Extracted material:
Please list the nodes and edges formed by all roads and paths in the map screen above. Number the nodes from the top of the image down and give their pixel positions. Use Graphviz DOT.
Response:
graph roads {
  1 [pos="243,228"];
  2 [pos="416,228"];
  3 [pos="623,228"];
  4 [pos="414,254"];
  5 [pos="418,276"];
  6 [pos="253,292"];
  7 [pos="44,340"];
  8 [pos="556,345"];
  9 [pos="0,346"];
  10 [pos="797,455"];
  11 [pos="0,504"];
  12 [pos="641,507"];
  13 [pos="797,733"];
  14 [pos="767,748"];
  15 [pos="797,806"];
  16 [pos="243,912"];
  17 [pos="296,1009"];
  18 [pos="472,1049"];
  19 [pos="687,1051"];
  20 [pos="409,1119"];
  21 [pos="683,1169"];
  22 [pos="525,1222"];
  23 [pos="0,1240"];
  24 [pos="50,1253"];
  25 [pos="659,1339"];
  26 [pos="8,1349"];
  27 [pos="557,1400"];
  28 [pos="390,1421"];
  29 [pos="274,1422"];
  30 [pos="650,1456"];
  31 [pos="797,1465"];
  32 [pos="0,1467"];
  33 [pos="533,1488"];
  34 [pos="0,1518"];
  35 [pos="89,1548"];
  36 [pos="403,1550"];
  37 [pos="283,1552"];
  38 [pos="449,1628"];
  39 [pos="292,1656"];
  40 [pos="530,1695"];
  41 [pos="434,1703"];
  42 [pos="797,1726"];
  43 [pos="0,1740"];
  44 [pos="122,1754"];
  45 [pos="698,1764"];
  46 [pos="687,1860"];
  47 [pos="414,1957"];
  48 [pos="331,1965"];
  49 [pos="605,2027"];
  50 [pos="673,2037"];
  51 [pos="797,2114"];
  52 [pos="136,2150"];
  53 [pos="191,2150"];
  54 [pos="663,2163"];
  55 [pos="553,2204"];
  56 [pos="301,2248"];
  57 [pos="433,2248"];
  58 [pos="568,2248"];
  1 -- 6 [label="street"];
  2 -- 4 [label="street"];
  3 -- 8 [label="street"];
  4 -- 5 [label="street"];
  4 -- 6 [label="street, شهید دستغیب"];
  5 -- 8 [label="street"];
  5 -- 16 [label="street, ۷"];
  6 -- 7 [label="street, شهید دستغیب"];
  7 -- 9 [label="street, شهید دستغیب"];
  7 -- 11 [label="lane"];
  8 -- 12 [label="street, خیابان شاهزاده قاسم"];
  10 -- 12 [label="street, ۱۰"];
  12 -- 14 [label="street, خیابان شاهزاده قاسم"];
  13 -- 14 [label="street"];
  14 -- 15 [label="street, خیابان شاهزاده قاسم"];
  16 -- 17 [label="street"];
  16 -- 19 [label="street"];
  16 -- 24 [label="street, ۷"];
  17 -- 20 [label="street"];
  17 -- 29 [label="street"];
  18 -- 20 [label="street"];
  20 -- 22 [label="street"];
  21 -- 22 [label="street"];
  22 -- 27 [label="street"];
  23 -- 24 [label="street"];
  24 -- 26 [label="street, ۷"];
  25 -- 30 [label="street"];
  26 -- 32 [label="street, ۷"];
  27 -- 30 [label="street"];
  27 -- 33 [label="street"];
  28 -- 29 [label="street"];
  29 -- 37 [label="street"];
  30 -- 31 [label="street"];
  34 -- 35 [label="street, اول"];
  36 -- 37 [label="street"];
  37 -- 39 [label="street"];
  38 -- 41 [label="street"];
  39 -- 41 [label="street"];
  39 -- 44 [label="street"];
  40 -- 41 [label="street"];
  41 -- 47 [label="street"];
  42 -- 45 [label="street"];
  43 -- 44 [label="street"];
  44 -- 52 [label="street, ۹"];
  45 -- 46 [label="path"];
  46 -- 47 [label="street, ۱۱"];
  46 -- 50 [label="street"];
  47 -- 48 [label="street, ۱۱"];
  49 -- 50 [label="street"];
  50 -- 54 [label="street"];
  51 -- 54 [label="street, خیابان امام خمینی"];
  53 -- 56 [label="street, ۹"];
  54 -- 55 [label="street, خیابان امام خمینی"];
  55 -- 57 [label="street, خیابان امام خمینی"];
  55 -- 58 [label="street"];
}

Exercise prompt: Show the lines of the records that contain the word "شهید".

Output of the task:
  4 -- 6 [label="street, شهید دستغیب"];
  6 -- 7 [label="street, شهید دستغیب"];
  7 -- 9 [label="street, شهید دستغیب"];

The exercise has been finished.